Managing dotfiles with GNU Stow
If you are working with linux/bsd based system, you are most likely accustomed to managing your configs with dotfiles. And you most likely have them stored with Git. But there is the never ending problem of how to actually use them. I have moved management of this under GNU Stow.
Let’s take a very typical dotfiles repository.
./nvim/init.lua
./tmux/tmux.conf
You want to have those files available as
~/.config/nvim/init.lua
~/.tmux.conf
The most popular approach would be to symlink the files under the expected location. We could also copy the files every time something changes, but that would be crazy. Are we the stuck with having to do those symlinks manually every time we install a new machine or create a virtual one? And what if we have dozens of such configs stored under git?
Symlink farm
GNU Stow is a symlink farm. This means, that it’s a system aimed at automating creating of those symlinks.
For Stow, the dotfiles directory is called “Stowed” directory. Now comes the cool part. Each folder in the Stowed directory (called “Package directory”) stores a separate directory tree. GNU Stow will join all those separate trees and create a proper structure under Target Directory, which by default is the parent of Stowed directory. Let’s look at example.

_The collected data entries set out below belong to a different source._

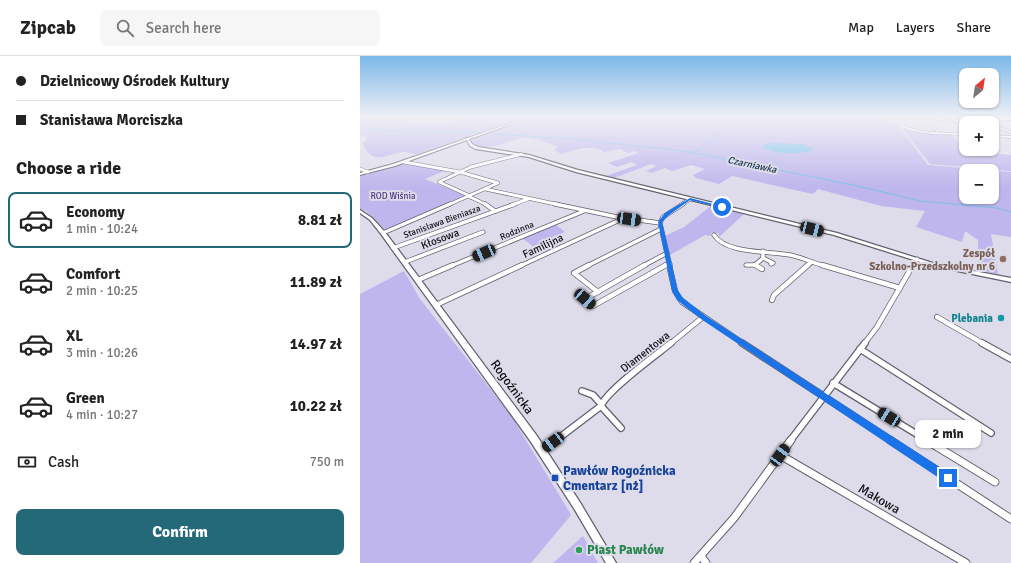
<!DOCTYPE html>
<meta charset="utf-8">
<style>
:root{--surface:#fff;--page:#f6f6f6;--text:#222;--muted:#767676;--line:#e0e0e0;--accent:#236978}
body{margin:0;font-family:Signika,sans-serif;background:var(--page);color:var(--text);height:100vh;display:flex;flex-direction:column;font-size:15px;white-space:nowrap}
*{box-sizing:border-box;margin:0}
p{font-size:13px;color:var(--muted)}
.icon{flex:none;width:22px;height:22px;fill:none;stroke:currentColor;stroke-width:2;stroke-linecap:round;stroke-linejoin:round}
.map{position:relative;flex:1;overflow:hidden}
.sheet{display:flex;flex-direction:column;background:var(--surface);width:360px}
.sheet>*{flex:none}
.hud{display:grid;align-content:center;height:88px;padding:0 16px;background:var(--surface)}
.needle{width:26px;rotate:30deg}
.controls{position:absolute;left:599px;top:12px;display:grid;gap:8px}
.controls a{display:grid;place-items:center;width:40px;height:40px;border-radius:8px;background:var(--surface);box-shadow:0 1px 3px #0004;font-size:20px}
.end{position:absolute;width:18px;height:18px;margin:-9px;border:5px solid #1a73e8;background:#fff;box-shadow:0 0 0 2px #fff}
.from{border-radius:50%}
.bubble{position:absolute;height:28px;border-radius:8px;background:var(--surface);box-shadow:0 1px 3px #0004;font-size:13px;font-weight:800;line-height:28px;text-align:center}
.car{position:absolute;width:12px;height:24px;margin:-12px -6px;border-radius:5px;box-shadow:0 0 3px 1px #0007;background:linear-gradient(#222 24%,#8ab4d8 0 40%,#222 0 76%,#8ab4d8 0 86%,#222 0)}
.hud b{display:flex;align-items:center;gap:14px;height:38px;font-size:15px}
.hud b+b{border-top:1px solid var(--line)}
.hud i{width:10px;height:10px;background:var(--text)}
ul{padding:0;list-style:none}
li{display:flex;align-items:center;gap:12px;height:56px;margin:0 8px 6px;padding:0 8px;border:2px solid transparent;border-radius:8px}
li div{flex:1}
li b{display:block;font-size:15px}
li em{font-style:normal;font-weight:800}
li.selected{border-color:var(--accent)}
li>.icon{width:36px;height:36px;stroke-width:1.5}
h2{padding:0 16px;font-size:18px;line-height:48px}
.pay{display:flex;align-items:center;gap:10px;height:44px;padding:0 16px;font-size:15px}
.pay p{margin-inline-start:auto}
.primary-button{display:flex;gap:8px;margin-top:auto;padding:8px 16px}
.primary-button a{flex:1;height:46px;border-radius:8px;background:var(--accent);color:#fff;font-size:16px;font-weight:800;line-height:46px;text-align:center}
header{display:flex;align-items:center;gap:24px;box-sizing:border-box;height:56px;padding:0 20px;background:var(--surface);border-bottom:1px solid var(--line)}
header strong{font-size:19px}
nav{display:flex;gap:22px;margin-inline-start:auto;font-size:14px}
.search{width:280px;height:36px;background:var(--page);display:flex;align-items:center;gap:10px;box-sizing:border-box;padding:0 14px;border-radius:8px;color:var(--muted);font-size:15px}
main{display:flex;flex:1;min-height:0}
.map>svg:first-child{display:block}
.green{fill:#beb6ed;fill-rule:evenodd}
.water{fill:#7ac1e9}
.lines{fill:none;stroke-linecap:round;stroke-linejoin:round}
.stream{stroke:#7ac1e9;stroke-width:1}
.minor-far5-casing{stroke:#63616d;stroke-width:3}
.minor-far4-casing{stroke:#63616d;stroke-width:4}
.minor-far3-casing{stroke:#63616d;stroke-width:5}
.minor-far2-casing{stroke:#63616d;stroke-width:6}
.minor-far1-casing{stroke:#63616d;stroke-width:8}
.minor-casing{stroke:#63616d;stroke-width:9}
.tertiary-casing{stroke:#63616d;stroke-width:2.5}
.secondary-casing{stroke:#63616d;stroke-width:2}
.minor-far5{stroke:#fff;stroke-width:2}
.minor-far4{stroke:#fff;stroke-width:3}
.minor-far3{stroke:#fff;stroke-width:3.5}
.minor-far2{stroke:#fff;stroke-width:4.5}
.minor-far1{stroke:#fff;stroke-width:5.5}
.minor{stroke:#fff;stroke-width:7}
.tertiary{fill:#fff;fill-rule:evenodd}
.secondary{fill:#fff;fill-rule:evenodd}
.route{fill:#1a73e8}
.education-dot{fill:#8d6e63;stroke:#dedcea;stroke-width:1.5}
.culture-dot{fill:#0f9aa8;stroke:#dedcea;stroke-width:1.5}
.transit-dot{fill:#1a4fb4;stroke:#dedcea;stroke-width:1.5}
.leisure-dot{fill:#2e9e5b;stroke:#dedcea;stroke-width:1.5}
.labels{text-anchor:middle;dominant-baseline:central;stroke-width:4;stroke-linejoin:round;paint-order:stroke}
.far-park-label{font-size:9px;fill:#4a3783;stroke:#dedcea}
.far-street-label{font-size:9px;fill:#0f0e13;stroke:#dedcea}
.far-water-label{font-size:10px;font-style:italic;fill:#18384a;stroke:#dedcea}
.street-label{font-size:11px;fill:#0f0e13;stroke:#dedcea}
.education-label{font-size:11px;font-weight:bold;fill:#785e54;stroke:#dedcea;text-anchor:end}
.culture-label{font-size:11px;font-weight:bold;fill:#0d838f;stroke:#dedcea;text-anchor:end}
.near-street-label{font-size:13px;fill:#0f0e13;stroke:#dedcea}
.near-transit-label{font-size:13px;font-weight:bold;fill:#164399;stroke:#dedcea;text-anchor:start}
.near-leisure-label{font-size:13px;font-weight:bold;fill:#27864d;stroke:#dedcea;text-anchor:start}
</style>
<header>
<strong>Zipcab</strong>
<div class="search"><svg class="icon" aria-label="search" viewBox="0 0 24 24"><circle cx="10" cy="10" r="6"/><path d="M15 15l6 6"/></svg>Search here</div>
<nav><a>Map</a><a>Layers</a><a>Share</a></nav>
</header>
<main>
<section class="sheet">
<div class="hud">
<b><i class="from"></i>Dzielnicowy Ośrodek Kultury</b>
<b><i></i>Stanisława Morciszka</b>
</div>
<h2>Choose a ride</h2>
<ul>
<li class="selected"><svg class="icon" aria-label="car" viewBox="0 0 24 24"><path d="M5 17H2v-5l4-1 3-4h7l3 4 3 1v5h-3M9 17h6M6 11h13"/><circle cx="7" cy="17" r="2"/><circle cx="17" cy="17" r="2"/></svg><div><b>Economy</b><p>1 min · 10:24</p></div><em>8.81 zł</em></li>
<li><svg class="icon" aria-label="car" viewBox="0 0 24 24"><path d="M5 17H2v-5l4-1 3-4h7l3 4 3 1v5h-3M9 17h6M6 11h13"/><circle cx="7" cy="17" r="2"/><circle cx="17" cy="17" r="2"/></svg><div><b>Comfort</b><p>2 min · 10:25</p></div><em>11.89 zł</em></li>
<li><svg class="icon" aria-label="car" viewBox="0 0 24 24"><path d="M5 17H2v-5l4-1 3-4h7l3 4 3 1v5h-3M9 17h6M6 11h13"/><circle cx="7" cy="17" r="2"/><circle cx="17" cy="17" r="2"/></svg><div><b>XL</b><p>3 min · 10:26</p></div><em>14.97 zł</em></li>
<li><svg class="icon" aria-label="car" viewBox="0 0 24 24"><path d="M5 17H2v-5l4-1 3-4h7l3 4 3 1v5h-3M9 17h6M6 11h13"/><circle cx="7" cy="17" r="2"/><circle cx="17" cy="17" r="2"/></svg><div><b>Green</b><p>4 min · 10:27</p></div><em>10.22 zł</em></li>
</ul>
<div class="pay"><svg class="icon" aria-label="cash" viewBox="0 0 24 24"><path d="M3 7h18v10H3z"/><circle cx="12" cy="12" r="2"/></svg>Cash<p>750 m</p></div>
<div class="primary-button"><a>Confirm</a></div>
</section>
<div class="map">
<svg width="651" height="507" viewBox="0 0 651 507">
<rect width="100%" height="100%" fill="#dedcea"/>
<!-- green -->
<g class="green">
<path d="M 12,61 L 9,64 L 44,64 L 61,68 L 127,61 L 166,61 L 56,98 C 52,98 48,96 44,96 C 24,98 14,111 2,87 L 6,86 L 5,84 L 7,83 L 5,79 L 0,80 L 0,62 Z"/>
<path d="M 173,61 L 516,61 L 536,67 L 568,109 L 651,116 L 651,181 L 631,178 L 638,218 L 618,214 L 618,184 L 605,175 L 602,186 L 556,171 L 565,155 L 521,150 L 458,133 L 453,138 L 372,120 L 359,128 L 336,122 L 333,119 L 345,113 L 331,109 L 312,115 L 305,112 L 291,117 L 286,115 L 297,110 L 291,108 L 254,122 L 246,120 L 277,109 L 272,106 L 257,111 L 248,107 L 279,97 L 275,95 L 268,97 L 260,93 L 244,96 C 233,87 213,95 201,98 L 194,94 L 198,92 L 196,91 L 198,90 C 187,88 175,81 165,82 C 151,82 122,100 112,85 L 115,82 ZM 606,115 L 632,115 L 632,141 L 606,141 Z"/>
<polygon points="541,71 561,75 591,78 606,95 651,99 651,115 570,108"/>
<polygon points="47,106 87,114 65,123 106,140 25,174 6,155 0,153 0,120"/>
<polygon points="351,150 384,158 359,181 359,178 355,176 351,177 350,180 345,179 310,199 305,180 324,171"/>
<polygon points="195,168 205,176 192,181 202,190 183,198 162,182"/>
<polygon points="44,215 60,243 150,358 210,457 211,459 171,507 0,507 0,238"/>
<polygon points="223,480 238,507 193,507"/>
</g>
<!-- water -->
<path class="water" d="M 411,87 L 443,88 L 453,93 C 445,100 411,98 402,91 L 404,88 Z"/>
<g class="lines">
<!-- stream -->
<g class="stream">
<polyline points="0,74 120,76"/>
<polyline points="131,78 202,82 324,95 493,129 561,145 637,152 651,156"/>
<polyline points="332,97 348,88 360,78"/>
</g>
<defs>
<g id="minor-far5">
<path d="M 530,61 C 547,80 582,77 606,78"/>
<polyline points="558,61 598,65 623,65"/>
<polyline points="572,63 574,71 578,76"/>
<polyline points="628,67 620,64 650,63"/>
<polyline points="632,69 651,76"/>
<polyline points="632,80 651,81"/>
<polyline points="154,100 162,98"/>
</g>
<g id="minor-far4">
<polyline points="44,106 100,116 138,127 88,149"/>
<polyline points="0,113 8,116"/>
<polyline points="125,133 200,149"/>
<polyline points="108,140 127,149"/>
<polyline points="110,140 79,126 111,111 158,99"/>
<polyline points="152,149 168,143"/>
<polyline points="321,149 330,143"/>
</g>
<g id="minor-far3">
<polyline points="125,148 135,155"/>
<polyline points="195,148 257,161 300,167"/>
<polyline points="23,177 90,148"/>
<path d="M 354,179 C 366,198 409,195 430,199 C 441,201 453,207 465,210"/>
<polyline points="33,192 155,148"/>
<polyline points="403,202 413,207 411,208"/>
<polyline points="45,206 123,176"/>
<polyline points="386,209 395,209"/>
<polyline points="91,210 224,155"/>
<polyline points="160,210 264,162"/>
<polyline points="227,210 301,173"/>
<polyline points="283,210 307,197"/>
<polyline points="304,210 310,208"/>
<polyline points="310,210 300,167 303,161 323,148"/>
<polyline points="397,210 395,209 403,202 403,195"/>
<polyline points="447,210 452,206"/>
<polyline points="553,210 557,203"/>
</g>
<g id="minor-far2">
<polyline points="229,209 214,217 238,236"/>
<polyline points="285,209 225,243 233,250 306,209"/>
<polyline points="309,209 315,235 322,246 384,288"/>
<polyline points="395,209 402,213"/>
<polyline points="462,209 540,232"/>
<polyline points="58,224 93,209"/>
<polyline points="412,244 414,239 448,209"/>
<polyline points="76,249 162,209"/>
<polyline points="577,261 624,288"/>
<polyline points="310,288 343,261"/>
<polyline points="504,288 517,271 553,209"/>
</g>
<g id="minor-far1">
<polyline points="382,287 532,385"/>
<polyline points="622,287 651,303"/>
<polyline points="500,293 631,377"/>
<polyline points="473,327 568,385"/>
<polyline points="222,335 233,339 241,348"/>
<path d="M 241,350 C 246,335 296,299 311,287"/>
<polyline points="195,385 241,350 261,372"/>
<polyline points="430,385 505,287"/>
</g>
<g id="minor">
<polyline points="530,384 651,463"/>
<polyline points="566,384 635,426"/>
<polyline points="182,395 197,384"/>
<polyline points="420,399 606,507"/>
<polyline points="341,500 346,507"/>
<polyline points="334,507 374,462 431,384"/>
</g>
<g id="tertiary">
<polygon points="643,61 651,62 651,64 643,62"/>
<polygon points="106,82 108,82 112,88 118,91 169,99 218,114 477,177 576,208 651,222 651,226 573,210 474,179 216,116 169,101 116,93 110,90"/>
<polygon points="0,154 12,162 25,176 177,380 221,448 256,507 246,507 215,454 171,386 21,178 10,164 0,157"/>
</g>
<polygon id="secondary" points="168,61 171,61 35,110 0,119 0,117 33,108"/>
</defs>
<!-- minor-far5 casing -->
<use href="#minor-far5" class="minor-far5-casing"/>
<!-- minor-far4 casing -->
<use href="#minor-far4" class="minor-far4-casing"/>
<!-- minor-far3 casing -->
<use href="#minor-far3" class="minor-far3-casing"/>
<!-- minor-far2 casing -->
<use href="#minor-far2" class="minor-far2-casing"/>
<!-- minor-far1 casing -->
<use href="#minor-far1" class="minor-far1-casing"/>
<!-- minor casing -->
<use href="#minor" class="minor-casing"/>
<!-- tertiary casing -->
<use href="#tertiary" class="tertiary-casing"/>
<!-- secondary casing -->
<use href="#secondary" class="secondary-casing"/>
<!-- minor-far5 -->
<use href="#minor-far5" class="minor-far5"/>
<!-- minor-far4 -->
<use href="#minor-far4" class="minor-far4"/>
<!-- minor-far3 -->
<use href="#minor-far3" class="minor-far3"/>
<!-- minor-far2 -->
<use href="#minor-far2" class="minor-far2"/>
<!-- minor-far1 -->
<use href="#minor-far1" class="minor-far1"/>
<!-- minor -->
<use href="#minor" class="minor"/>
<!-- tertiary -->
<use href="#tertiary" class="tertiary"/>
<!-- secondary -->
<use href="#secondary" class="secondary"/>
</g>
<!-- sky -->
<linearGradient id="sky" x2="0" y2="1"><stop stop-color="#7cb9e8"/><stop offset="0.46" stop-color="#f0eff6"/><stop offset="1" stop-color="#f0eff6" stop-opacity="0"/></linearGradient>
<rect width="651" height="132" fill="url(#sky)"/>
<!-- route -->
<polygon class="route" points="330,142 365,151 362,152 330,144 309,159 302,166 318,235 322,241 346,260 592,419 593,422 592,426 588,427 585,426 341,263 317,244 312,235 298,166 305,157"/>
<!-- markers -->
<circle class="education-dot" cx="643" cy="203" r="4"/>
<circle class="culture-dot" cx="641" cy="262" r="4"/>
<rect class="transit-dot" x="191" y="418" width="8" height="8" rx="2"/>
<circle class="leisure-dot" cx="219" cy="494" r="4"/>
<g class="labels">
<!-- far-park labels -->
<g class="far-park-label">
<text x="33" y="140">ROD Wiśnia</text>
</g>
<!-- far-street labels -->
<g class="far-street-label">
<text transform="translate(82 166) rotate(-20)">Stanisława Bieniasza</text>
<text transform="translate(157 175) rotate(-23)">Rodzinna</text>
</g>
<!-- far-water labels -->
<g class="far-water-label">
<text transform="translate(392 109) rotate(12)">Czarniawka</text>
</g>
<!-- street labels -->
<g class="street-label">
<text transform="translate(80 183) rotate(-21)">Kłosowa</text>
<text transform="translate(183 190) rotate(-25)">Familijna</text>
<text transform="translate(285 296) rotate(-38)">Diamentowa</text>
</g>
<!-- education labels -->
<g class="education-label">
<text x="635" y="197">Zespół<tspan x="635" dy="13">Szkolno-Przedszkolny nr 6</tspan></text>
</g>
<!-- culture labels -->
<g class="culture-label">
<text x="633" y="262">Plebania</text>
</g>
<!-- near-street labels -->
<g class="near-street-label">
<text transform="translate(152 331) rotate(54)">Rogoźnicka</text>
<text transform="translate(519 443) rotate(30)">Makowa</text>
</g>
<!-- near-transit labels -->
<g class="near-transit-label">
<text x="203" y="415">Pawłów Rogoźnicka<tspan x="203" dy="15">Cmentarz [nż]</tspan></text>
</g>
<!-- near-leisure labels -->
<g class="near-leisure-label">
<text x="227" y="494">Piast Pawłów</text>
</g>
</g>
</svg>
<div class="controls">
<a><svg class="needle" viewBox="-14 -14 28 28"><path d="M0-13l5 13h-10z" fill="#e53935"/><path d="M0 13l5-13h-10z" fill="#767676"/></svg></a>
<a>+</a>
<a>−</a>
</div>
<i class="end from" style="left:362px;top:151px"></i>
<i class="end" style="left:588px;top:422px"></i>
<div class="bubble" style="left:555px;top:364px;width:66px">2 min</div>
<i class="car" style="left:269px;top:163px;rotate:98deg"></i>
<i class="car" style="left:452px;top:173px;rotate:104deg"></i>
<i class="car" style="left:124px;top:197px;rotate:247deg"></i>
<i class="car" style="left:225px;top:243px;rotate:131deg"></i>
<i class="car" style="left:529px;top:361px;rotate:302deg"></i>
<i class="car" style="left:193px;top:386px;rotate:233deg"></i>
<i class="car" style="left:420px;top:399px;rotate:36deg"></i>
</div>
</main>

~/target/stow/one/config/one.conf
~/target/stow/two/config/two.conf
~/target/stow/three/config/three.conf
So, our home director now has a “Target” directory, which has a “Stow” directory. The Stow directory stores three configs which we want to sylink as
~/target/config/one.conf
~/target/config/two.conf
~/target/config/three.conf
Let’s stow the first one
cd ~/target/stow
stow one
And see what happened
cd ~/target
ls -lA
We get somethine like
lrwxrwxrwx 1 msapka wheel 15 Jun 9 23:01 config -> stow/one/config
drwxr-xr-x 5 msapka wheel 4096 Jun 9 22:55 stow
Stow created a config symlink in the target directory. Very cool, but it gets cooler! Let' stow the second one
cd ~/target/stow
stow two
and what we get
drwxr-xr-x 2 msapka wheel 4096 Jun 9 23:03 config
drwxr-xr-x 5 msapka wheel 4096 Jun 9 22:55 stow
Our config is no longer a symlink, but a real folder. Let’s see what’s inside here.
cd config
ls -lA
lrwxrwxrwx 1 msapka wheel 27 Jun 9 23:03 one.conf -> ../stow/two/config/one.conf
lrwxrwxrwx 1 msapka wheel 26 Jun 9 23:03 two.conf -> ../stow/one/config/two.conf
We have our two configs, but what has happened? Stow looked at both sub trees for “one” and “two"m and joined then in a way, that is possible. The only way for one.conf and two.conf to exist in config is if config is a normal directory. Extremely cool!
Let’s image that our target is actually homedir, so we have a ~/dotfiles directory. Then each package directory can mimic the tree struture of the actual config! Coming back to our example, we can have a
~/dotfiles/tmux/.tmux.conf
~/dotfiles/nvim/.config/nvim/init.lua
Then, after stowing both packages we have symlinks under our desired
~/.config/nvim/init.lua
~/.tmux.conf
GNU Stow is a very simple tool. All we understand what will happen with each sub tree.